Tanınmamak için deri bir maske takmıştım, ellerimde deri eldivenlerim vardı ve yüzüklerimin az da olsa şişlikten belli oluyordu. Ve herşeyden de önemlisi kuleden kaçmıştım. Evet, yine.

Bu kaçıncı kaçışımdı bilmiyorum. Daha ne kadar kaçmaya devam edeceğimi de bilmiyorum. Her kötü hissettiğimde kaçacaktım sanırım. Kötü hissetmek diyince... James ile kavgamız üzerinden iki hafta geçmişti ve benden kaçıyordu. Sol elimi şuan ne kadar hızlı olsam da motordan çekerek hâlâ az da olsa belli olan küçük çizik üzerinde işaret parmağımı gezdirdim. Yakında tamamen kaybolacaktı.

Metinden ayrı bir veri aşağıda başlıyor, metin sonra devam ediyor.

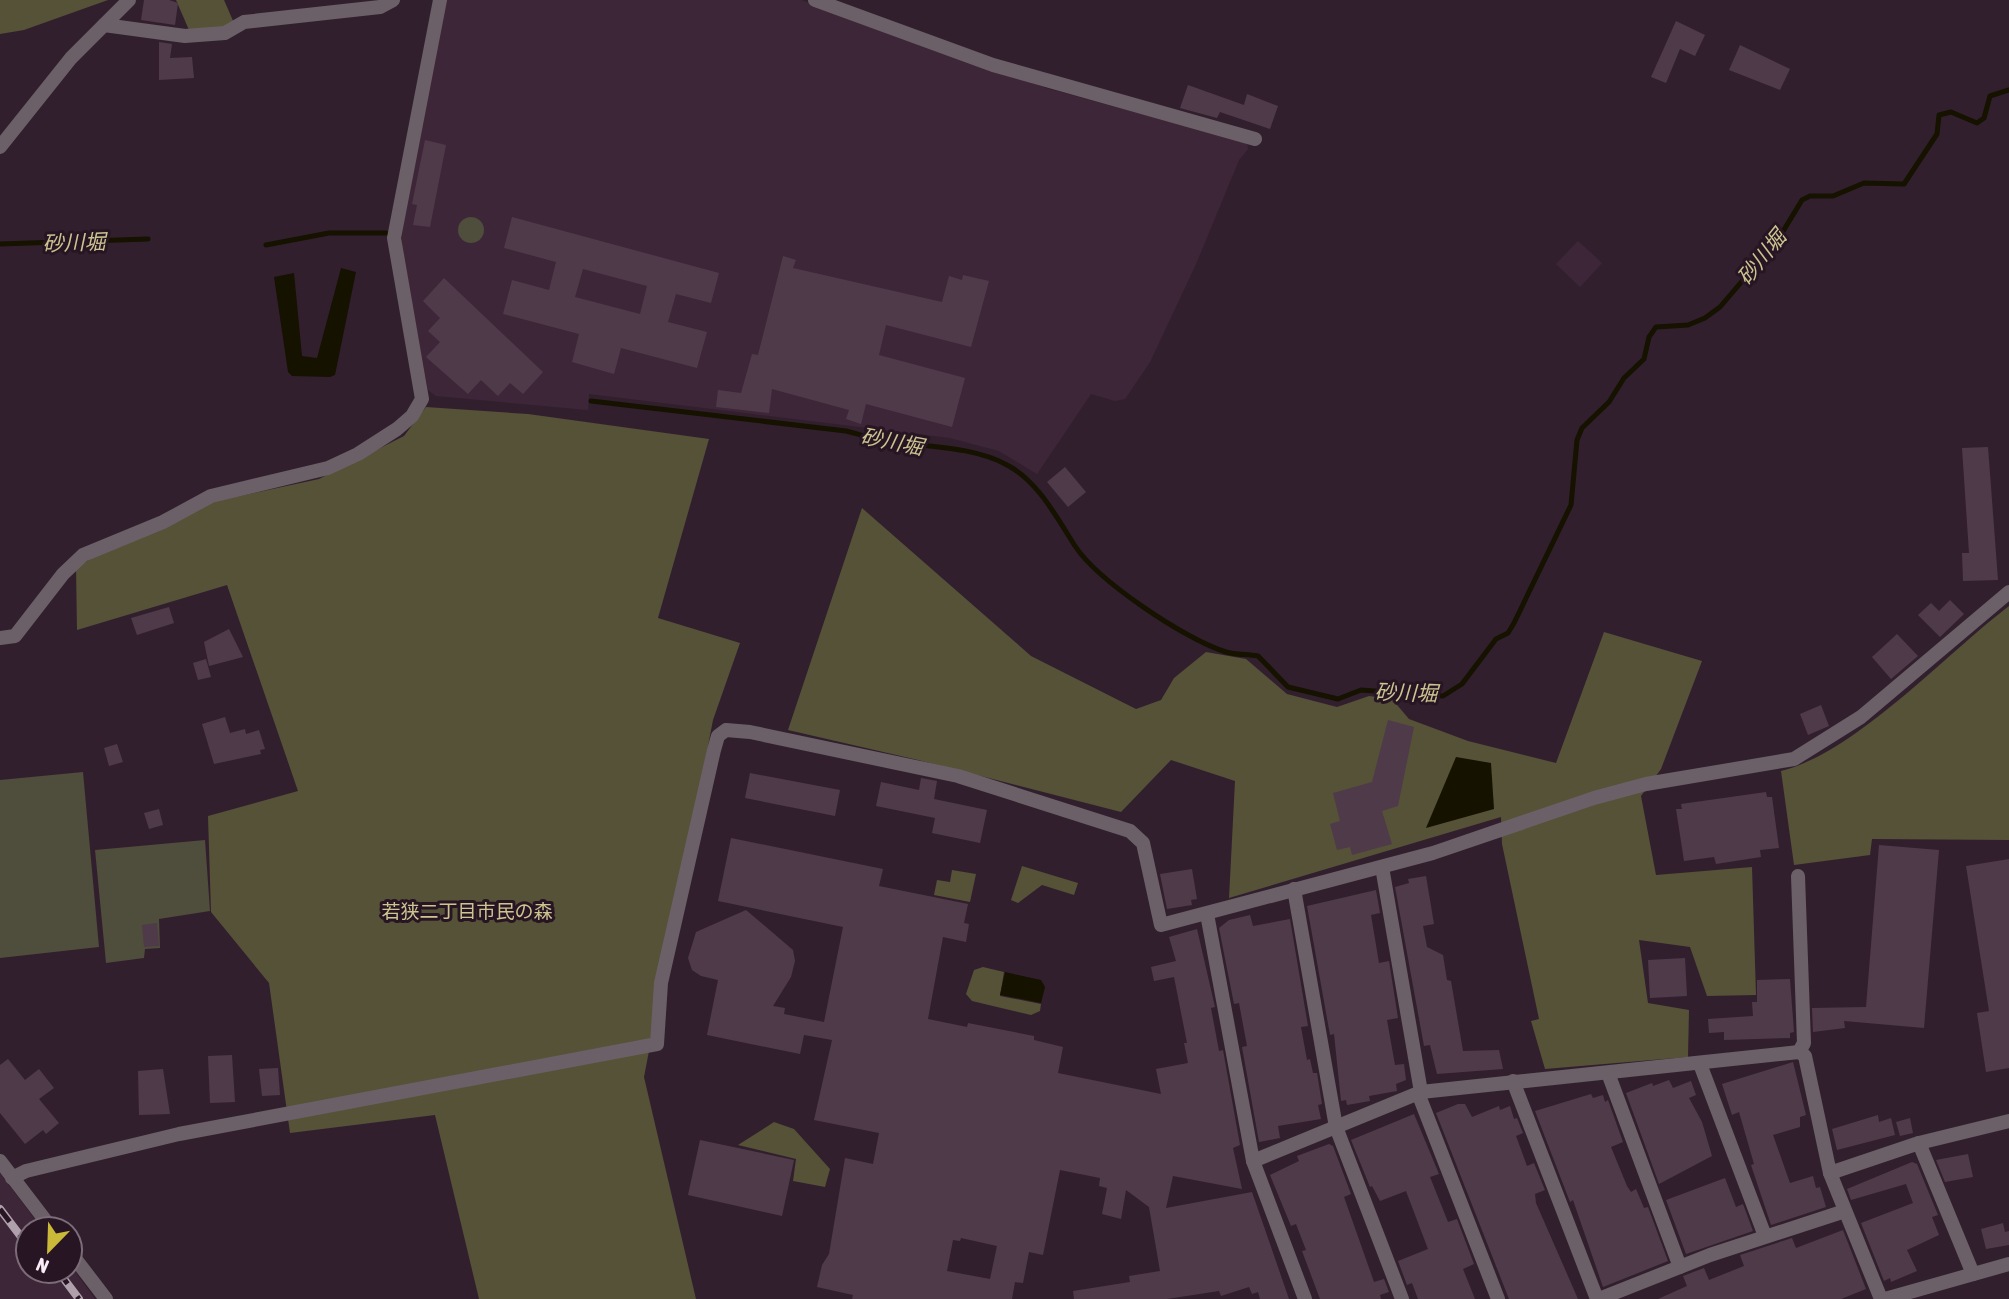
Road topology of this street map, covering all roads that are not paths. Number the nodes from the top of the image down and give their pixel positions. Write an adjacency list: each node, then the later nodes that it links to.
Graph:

Elimi geri motora koymak için yüzümden çektiğimde dengeyi kaybetmiştim.

İki hafta boyunca başıma büyük bir bela almamışsam, çok büyük bir olay çıkarmamışsam bile şuan kesinlike ölecektim.

Herşey ağır çekimle olurken ellerimi motorda tutmak zorlaşmıştı. Ellerimi bıraktığımda motordan uzağa, yolun kenarına yuvarlandım. Muhtemelen heryerimde ezikler ve yaralar oluşmuşsa da hiçbiri kaşımın üstündeki kadar olamazdı. Kask takmamanın zararları.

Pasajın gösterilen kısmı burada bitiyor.